Saad Eddine El Othmani, PM of the Moroccan government, revealed that the government is striving to raise the added value of the national product, by replacing local products with imports, to reduce imports from the current 183 billion dirhams ($18.3 billion) per year to 149 billion dirhams annually ($14.9 billion), which means replacing local industrial products by the end of 2023 with 34 billion dirhams (3.4 billion dollars) of imports. He pointed out that this approach comes in the context of the government's endeavor to confront the economic repercussions of the Corona pandemic.
Al-Othmani explained during a monthly accountability session in the House of Representatives (the first chamber in Parliament) that a set of measures have been put in place to encourage the replacement of locally manufactured products with imports, the most important of which is encouraging export-oriented projects, and setting the period of public support in 3 years in order to raise the pace of production.

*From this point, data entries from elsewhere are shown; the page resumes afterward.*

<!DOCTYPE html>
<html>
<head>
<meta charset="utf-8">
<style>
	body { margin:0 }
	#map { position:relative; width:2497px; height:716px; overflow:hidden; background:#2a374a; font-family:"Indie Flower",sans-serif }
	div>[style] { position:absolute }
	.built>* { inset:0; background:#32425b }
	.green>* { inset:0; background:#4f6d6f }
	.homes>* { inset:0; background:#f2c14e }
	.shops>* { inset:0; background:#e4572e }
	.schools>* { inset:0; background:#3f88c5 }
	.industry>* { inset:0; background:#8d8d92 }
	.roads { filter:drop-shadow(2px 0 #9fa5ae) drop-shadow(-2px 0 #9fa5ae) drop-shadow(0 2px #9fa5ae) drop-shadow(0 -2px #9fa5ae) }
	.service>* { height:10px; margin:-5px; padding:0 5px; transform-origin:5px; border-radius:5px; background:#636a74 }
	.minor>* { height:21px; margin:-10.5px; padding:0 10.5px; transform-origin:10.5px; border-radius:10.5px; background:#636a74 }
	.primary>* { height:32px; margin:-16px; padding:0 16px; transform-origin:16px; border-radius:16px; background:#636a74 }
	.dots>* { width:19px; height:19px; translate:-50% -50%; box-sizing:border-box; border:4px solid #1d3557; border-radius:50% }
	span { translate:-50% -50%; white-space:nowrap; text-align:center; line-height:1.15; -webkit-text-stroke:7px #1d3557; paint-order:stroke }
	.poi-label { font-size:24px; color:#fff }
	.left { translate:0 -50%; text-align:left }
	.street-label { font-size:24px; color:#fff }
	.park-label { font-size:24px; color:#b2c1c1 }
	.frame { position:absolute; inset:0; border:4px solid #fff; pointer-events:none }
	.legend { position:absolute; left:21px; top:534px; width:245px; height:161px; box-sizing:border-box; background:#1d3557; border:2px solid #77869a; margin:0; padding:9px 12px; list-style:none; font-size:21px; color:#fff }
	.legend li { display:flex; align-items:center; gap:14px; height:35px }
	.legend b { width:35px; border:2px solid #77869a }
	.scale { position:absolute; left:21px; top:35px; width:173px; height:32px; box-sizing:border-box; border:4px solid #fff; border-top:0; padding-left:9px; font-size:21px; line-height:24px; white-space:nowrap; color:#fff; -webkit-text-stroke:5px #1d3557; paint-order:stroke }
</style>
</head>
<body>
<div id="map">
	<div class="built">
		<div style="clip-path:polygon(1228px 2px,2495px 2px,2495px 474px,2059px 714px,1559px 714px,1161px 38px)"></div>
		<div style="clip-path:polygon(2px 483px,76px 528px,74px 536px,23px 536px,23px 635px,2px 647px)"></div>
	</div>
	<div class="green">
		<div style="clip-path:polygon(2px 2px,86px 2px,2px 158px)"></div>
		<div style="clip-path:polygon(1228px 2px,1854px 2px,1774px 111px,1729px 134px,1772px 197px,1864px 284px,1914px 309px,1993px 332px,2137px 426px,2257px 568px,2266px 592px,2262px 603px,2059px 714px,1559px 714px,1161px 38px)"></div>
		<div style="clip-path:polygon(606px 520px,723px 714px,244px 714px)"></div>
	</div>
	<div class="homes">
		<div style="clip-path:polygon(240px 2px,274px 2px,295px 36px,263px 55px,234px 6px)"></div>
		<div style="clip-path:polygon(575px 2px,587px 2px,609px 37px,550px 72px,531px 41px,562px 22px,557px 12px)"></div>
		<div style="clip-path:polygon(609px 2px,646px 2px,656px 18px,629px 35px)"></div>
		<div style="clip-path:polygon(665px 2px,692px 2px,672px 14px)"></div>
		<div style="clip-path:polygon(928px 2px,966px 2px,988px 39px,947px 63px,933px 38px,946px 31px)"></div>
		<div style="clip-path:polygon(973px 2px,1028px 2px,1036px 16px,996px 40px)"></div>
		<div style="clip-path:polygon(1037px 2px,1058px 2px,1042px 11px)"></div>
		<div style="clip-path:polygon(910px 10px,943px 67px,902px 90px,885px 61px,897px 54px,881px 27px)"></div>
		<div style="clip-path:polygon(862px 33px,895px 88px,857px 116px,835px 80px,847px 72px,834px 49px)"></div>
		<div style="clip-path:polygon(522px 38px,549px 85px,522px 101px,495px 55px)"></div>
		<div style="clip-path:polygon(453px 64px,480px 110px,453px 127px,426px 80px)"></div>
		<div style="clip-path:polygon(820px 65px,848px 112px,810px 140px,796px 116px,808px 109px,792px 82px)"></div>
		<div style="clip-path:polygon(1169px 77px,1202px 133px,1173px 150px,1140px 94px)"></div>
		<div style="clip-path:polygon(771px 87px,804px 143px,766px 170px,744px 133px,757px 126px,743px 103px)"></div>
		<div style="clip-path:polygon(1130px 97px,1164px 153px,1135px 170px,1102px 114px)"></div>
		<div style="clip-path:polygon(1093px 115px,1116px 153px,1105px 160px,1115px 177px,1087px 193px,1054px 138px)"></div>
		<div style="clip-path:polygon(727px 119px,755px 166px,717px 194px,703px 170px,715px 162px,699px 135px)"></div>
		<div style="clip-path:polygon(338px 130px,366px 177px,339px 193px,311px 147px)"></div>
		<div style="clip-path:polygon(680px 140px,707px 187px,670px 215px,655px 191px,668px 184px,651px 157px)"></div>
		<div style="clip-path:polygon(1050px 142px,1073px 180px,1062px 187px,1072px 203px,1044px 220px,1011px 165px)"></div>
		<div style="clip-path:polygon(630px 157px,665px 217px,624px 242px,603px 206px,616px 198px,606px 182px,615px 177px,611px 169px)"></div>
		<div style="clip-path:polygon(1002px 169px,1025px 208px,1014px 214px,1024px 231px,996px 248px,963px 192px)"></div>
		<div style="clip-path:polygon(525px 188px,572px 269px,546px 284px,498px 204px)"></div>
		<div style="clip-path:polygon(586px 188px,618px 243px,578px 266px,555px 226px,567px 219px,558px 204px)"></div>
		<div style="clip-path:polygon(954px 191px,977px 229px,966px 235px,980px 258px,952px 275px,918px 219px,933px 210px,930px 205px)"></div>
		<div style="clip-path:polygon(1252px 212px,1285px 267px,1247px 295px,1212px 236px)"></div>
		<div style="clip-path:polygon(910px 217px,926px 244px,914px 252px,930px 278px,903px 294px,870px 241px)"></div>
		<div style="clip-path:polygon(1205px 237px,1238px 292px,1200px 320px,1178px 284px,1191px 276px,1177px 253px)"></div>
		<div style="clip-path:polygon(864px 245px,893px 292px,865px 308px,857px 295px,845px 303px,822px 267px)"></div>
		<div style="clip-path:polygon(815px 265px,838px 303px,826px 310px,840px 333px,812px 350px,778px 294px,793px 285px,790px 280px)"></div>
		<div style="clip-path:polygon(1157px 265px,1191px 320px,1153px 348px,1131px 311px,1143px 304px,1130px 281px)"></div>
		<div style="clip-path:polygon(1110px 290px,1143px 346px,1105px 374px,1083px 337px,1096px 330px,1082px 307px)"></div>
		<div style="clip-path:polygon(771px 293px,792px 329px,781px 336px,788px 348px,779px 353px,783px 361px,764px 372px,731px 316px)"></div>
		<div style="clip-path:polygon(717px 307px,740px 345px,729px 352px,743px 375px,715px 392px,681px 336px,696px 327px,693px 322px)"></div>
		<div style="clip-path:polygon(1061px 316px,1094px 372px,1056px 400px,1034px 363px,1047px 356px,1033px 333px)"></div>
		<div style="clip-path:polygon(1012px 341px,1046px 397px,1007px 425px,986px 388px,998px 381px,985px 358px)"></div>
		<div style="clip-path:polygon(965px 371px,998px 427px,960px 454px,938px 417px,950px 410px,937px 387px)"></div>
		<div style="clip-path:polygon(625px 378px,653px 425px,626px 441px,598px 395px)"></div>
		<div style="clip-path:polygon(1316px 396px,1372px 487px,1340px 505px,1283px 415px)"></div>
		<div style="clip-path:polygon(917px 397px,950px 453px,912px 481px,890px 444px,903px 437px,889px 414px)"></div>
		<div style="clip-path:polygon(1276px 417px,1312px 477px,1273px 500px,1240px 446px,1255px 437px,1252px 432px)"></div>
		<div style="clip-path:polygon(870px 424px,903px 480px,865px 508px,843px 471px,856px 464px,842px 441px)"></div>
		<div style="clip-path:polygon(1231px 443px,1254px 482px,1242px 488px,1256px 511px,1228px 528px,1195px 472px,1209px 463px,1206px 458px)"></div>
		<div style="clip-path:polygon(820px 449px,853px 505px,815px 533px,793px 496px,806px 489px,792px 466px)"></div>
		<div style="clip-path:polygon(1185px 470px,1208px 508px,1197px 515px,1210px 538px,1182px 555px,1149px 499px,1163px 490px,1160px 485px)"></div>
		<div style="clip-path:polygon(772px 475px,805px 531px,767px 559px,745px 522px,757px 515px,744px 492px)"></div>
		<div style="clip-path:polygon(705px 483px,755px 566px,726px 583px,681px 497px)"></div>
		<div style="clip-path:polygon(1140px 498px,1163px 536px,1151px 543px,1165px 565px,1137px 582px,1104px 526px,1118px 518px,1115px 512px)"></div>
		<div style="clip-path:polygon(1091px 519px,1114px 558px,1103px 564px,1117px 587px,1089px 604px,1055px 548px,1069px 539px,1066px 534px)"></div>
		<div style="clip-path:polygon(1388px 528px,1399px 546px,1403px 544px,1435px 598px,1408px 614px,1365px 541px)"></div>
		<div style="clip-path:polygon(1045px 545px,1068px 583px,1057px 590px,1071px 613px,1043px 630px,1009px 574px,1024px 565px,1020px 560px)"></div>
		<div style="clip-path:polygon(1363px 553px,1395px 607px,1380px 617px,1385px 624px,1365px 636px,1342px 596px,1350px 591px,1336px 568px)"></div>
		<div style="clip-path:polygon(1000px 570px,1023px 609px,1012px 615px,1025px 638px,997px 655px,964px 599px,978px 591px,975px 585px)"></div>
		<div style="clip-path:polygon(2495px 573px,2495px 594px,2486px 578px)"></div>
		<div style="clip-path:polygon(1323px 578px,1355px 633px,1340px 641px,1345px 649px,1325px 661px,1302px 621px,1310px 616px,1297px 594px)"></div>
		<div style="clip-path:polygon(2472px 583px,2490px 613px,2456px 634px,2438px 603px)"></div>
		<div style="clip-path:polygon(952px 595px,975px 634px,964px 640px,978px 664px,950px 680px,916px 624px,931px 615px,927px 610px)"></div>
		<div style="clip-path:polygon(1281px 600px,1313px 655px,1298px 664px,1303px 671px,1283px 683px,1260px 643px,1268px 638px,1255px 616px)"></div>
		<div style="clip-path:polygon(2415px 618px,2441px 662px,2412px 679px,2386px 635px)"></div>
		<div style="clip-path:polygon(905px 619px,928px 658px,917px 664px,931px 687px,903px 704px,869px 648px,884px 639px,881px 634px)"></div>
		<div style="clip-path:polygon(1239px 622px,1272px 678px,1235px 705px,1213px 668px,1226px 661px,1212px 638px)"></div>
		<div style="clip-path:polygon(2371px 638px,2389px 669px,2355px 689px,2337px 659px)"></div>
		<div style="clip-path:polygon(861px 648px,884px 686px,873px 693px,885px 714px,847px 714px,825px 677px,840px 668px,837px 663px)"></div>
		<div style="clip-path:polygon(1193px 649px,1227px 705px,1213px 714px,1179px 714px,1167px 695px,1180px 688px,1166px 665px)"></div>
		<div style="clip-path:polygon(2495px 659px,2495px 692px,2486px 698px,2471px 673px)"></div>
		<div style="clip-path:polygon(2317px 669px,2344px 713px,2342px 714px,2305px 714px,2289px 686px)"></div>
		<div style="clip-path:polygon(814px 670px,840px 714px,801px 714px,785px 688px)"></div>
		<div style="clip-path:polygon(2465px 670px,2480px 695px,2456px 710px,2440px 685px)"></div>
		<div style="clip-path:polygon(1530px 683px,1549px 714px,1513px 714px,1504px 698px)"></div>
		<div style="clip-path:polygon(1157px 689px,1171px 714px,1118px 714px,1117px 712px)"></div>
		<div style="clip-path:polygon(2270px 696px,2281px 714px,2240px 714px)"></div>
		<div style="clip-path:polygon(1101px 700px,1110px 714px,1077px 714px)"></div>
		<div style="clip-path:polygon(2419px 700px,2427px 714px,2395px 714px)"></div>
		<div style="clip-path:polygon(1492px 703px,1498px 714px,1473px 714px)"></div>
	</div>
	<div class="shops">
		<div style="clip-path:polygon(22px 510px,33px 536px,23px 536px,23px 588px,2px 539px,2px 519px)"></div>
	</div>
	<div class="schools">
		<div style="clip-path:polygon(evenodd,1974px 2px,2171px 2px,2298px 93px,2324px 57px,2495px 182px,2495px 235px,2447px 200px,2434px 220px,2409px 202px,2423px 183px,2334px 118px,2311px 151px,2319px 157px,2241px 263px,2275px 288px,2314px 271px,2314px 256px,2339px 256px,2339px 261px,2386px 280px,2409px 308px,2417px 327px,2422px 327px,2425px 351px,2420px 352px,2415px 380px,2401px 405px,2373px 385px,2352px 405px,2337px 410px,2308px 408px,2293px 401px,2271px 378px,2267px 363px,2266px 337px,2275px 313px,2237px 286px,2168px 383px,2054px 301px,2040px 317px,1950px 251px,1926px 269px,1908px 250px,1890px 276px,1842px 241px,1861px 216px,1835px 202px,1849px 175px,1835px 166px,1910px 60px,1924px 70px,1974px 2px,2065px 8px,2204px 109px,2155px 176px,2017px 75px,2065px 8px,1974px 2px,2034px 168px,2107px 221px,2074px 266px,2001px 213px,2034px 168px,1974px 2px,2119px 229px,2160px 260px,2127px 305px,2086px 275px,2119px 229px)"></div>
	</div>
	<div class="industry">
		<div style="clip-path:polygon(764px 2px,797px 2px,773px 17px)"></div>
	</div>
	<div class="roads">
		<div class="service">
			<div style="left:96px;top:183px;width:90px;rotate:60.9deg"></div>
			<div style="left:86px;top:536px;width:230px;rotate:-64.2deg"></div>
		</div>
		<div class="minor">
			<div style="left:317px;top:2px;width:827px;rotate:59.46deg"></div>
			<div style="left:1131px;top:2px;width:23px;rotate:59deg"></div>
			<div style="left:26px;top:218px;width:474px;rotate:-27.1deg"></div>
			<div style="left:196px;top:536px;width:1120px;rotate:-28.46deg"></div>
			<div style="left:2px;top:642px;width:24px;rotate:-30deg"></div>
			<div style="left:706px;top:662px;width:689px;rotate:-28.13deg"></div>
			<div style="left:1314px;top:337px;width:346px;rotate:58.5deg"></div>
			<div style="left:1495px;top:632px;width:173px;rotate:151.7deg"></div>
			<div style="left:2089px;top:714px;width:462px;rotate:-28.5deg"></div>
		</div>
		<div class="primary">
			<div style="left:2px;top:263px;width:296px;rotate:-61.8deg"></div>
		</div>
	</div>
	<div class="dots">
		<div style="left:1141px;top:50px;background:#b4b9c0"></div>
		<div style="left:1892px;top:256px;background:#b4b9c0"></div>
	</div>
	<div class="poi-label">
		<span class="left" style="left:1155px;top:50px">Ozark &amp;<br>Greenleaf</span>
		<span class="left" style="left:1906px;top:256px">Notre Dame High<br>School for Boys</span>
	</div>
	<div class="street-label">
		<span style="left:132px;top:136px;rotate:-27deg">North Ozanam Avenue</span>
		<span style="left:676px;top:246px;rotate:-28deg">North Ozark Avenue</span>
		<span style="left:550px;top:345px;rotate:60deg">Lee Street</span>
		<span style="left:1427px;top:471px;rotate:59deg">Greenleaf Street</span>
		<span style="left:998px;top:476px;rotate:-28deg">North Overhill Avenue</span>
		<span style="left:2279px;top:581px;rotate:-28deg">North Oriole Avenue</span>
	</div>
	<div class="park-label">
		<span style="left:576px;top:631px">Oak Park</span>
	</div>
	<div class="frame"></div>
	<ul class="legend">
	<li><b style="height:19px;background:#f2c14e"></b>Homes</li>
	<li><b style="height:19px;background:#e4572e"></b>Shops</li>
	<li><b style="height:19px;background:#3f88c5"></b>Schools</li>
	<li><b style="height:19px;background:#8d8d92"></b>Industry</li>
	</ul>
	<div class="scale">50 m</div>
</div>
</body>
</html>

He also pointed out that the Ministry of Trade, Industry and Green Economy had launched a publicly available “enterprise bank” as one of the axes of the “industrial revival plan” for the post-Covid-19 phase, which includes 9 sectors: food industry, electrical,, mobility and transportation industries, and the textile sector, leather sector, chemical and quasi-chemical industry, plastic industry sector, mechanical and metallurgical industries sector, investment advantages and industrial real estate. This project aims to keep pace with about 500 productive projects to achieve the goal of compensating 34 billion dirhams from exports at the end of 2023. The ministry has so far reached 634 projects, of which it has retained 259 projects, representing an opportunity to compensate imports of 17.4 billion dirhams (1.74 billion dollars), which is about 51 percent of the specified goal.